L’un de ces signaux, qui n’est plus si faible, est le refus de promotion. Rarissime il y a quelques années, cet Aventin ne laisse de surprendre les artisans de la mobilité interne. Entre le surcroît de responsabilités (toujours), de prestige (souvent) et de salaire (parfois), attaché à un poste plus élevé, et l’augmentation inéluctable des soucis, du temps de travail et du stress qui en découle, beaucoup de managers font vite leur calcul. Ce que nous constatons nous oblige à être plus précis. Ce joker ne s’observe ni en bas de la hiérarchie : les premiers barreaux de l’échelle suscitent encore la convoitise. Ni au sommet : même quand l’air se raréfie, il n’empêche pas les ambitions de respirer, parfois à pleins poumons ! C’est dans les bataillons de managers dits « intermédiaires » que le droit de retrait est le plus répandu. Et qu’il présente, pour celui qui l’exerce, le moindre danger de passer pour un déserteur. Le décrochage n’est pas toujours si manifeste. Entre le manager exténué qui jette l’éponge et celui pour qui l’intérêt d’un job est indépendant du nombre de ses galons, il y a un monde.
Les carrières ascensionnelles faisaient rêver les « cadres » de jadis. Les parcours tactiques mobilisent l’intelligence des « managers » d’aujourd’hui. Un dirigeant actuel ou futur doit penser sa vie professionnelle comme une succession de séquences, et ce sur plus de quatre décennies : différentes entreprises, plusieurs métiers, statuts variés (salarié ou à son compte), France et international, etc. Mais avec la volonté de plus en plus exprimée de maîtriser son destin et, si possible, son risque. Plutôt décrocher soi-même ou se cacher, pour mieux rebondir, que d’être décroché par son employeur.
Dans tous les cas, toutefois, c’est la qualité du lien unissant le manager à l’entreprise qui est questionnée. Illustration d’un déficit de confiance, l’initiative d’HEC, « Gen’Fifty », qui consiste à proposer aux anciens élèves de 45 ans et plus un accompagnement de carrière, jusqu’alors réservé aux seniors (plus de 55 ans). Message subliminal : de plus en plus jeune, vous risquez d’être un problème plus qu’une solution pour votre entreprise. Dans un article de la « Harvard Business Review » (1), trois experts sont plus explicites. Ils dénoncent le « syndrome de la réussite », qui expliquerait, selon eux, l’explosion des burn-out : plus le manager est performant, plus on exige de lui. Ce cercle vicieux serait accentué par une tendance pourtant vantée pour ses vertus : le travail collaboratif, dont un effet, écrivent-ils, serait d’alourdir les plans de charge. Le décrochage, cela veut aussi dire : stop !
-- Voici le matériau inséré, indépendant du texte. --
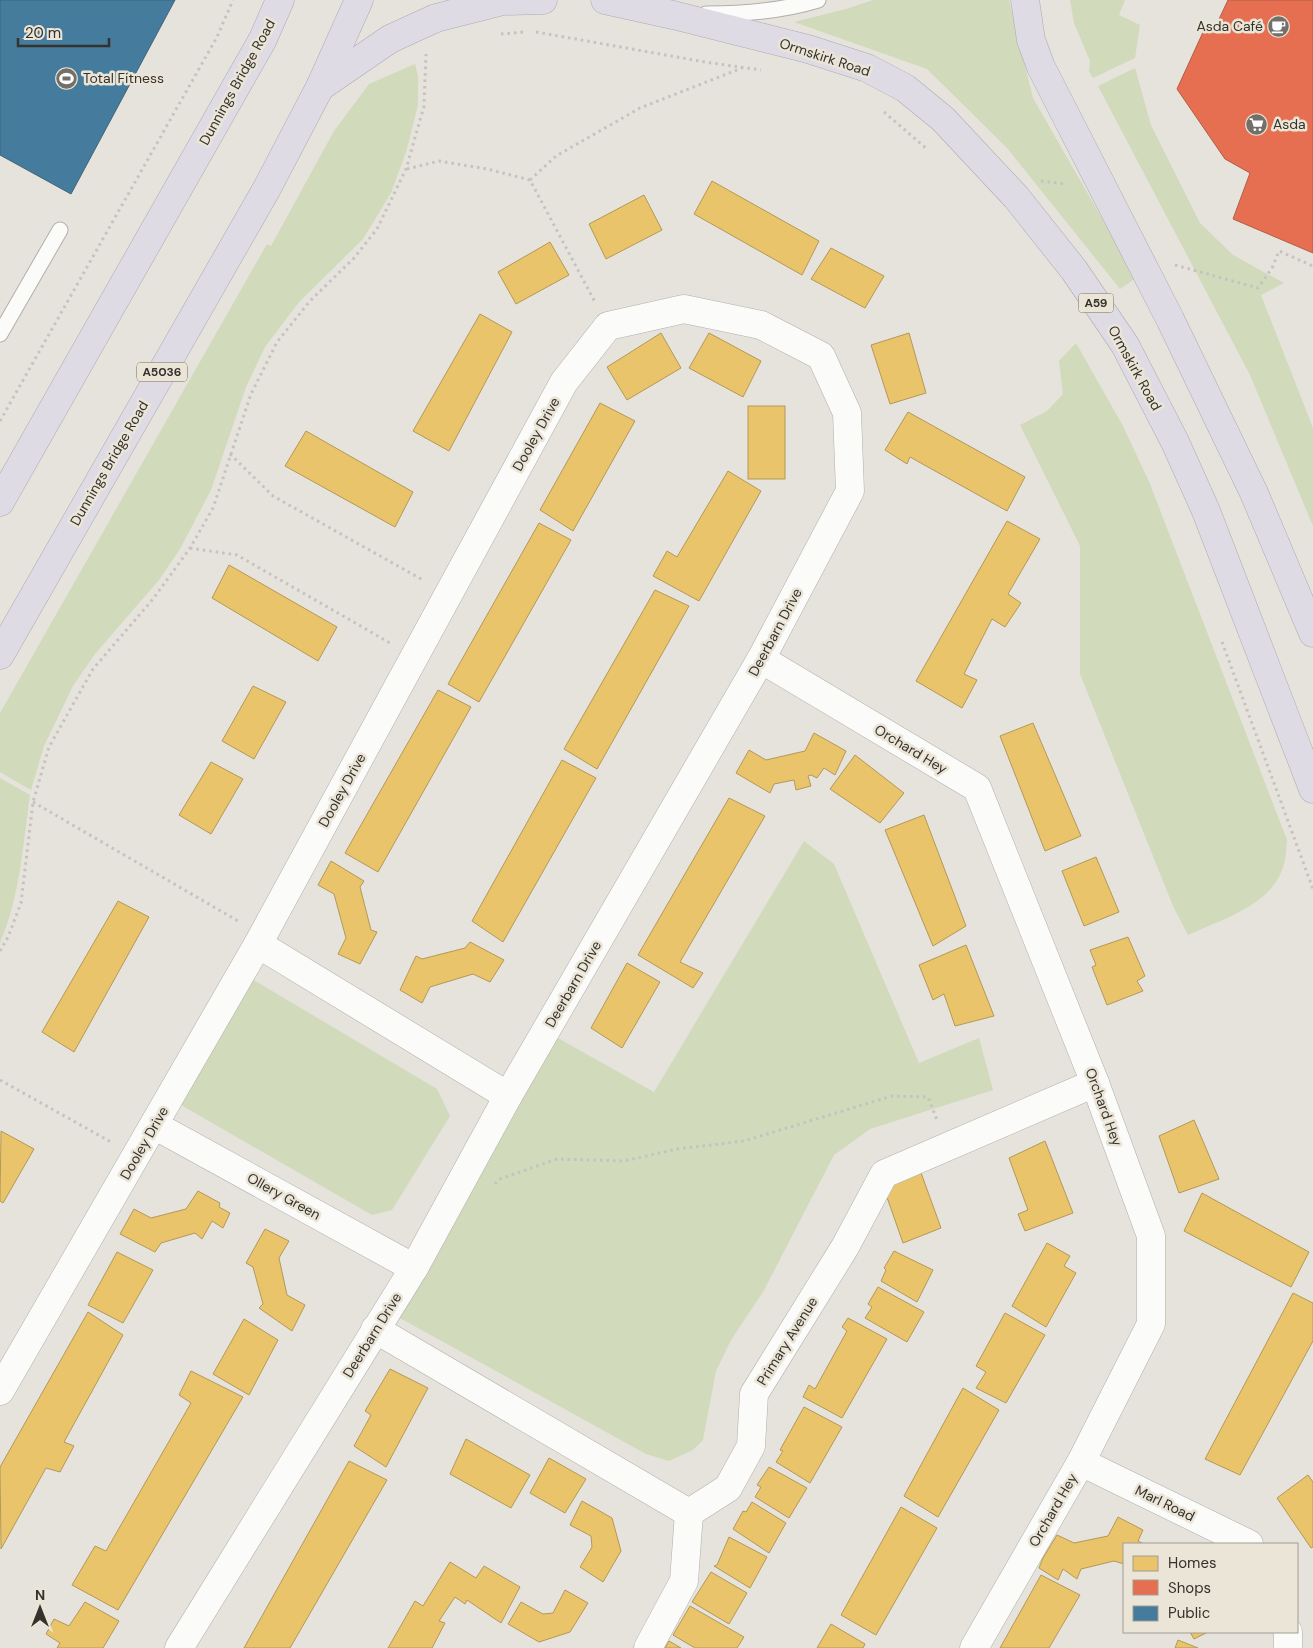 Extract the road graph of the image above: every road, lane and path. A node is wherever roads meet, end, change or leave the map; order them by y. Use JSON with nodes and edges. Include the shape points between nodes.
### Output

Le coût pour l’entreprise du décrochage de ses managers est considérable. La démotivation est un poison à action lente, qui se transmet à l’homme du sommet à la base et dont le mercenariat, son apparent contraire, ne doit surtout pas être l’antidote. Le turnover, que seule la peur du chômage permet de freiner, cause des pertes d’expertise et donc de valeur. Celles-ci sont bien plus lourdes que le prix de politiques de fidélisation des managers donnant du sens à leurs responsabilités ou luttant, autant que faire se peut, contre les quadratures du cercle qui souvent polluent leur quotidien. Au risque de choquer ou de faire sourire, autant qu’au directeur des ressources humaines, ce serait au patron du contrôle de gestion de briser le tabou des managers décrocheurs. Un comble !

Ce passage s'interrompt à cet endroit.